- Task description:
The required output is every entry, printed exactly as written.

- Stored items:
+--

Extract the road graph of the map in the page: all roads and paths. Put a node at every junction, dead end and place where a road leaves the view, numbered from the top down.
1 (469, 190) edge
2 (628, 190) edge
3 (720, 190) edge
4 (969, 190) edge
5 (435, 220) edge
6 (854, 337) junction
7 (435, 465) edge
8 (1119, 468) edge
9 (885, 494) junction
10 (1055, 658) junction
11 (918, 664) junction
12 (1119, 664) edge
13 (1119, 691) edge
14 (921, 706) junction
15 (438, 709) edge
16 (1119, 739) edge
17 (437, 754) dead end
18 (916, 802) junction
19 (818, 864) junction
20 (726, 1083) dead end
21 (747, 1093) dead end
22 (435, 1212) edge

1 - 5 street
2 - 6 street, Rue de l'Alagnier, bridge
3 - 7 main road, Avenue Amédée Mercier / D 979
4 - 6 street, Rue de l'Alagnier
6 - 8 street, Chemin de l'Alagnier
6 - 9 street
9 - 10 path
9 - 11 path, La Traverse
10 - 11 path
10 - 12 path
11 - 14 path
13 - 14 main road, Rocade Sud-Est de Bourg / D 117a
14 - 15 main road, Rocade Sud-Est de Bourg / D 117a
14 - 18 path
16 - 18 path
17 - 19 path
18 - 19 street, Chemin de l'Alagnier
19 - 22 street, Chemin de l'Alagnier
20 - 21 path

+--

- Solution:
Extract the road graph of the map in the page: all roads and paths. Put a node at every junction, dead end and place where a road leaves the view, numbered from the top down.
1 (469, 190) edge
2 (628, 190) edge
3 (720, 190) edge
4 (969, 190) edge
5 (435, 220) edge
6 (854, 337) junction
7 (435, 465) edge
8 (1119, 468) edge
9 (885, 494) junction
10 (1055, 658) junction
11 (918, 664) junction
12 (1119, 664) edge
13 (1119, 691) edge
14 (921, 706) junction
15 (438, 709) edge
16 (1119, 739) edge
17 (437, 754) dead end
18 (916, 802) junction
19 (818, 864) junction
20 (726, 1083) dead end
21 (747, 1093) dead end
22 (435, 1212) edge

1 - 5 street
2 - 6 street, Rue de l'Alagnier, bridge
3 - 7 main road, Avenue Amédée Mercier / D 979
4 - 6 street, Rue de l'Alagnier
6 - 8 street, Chemin de l'Alagnier
6 - 9 street
9 - 10 path
9 - 11 path, La Traverse
10 - 11 path
10 - 12 path
11 - 14 path
13 - 14 main road, Rocade Sud-Est de Bourg / D 117a
14 - 15 main road, Rocade Sud-Est de Bourg / D 117a
14 - 18 path
16 - 18 path
17 - 19 path
18 - 19 street, Chemin de l'Alagnier
19 - 22 street, Chemin de l'Alagnier
20 - 21 path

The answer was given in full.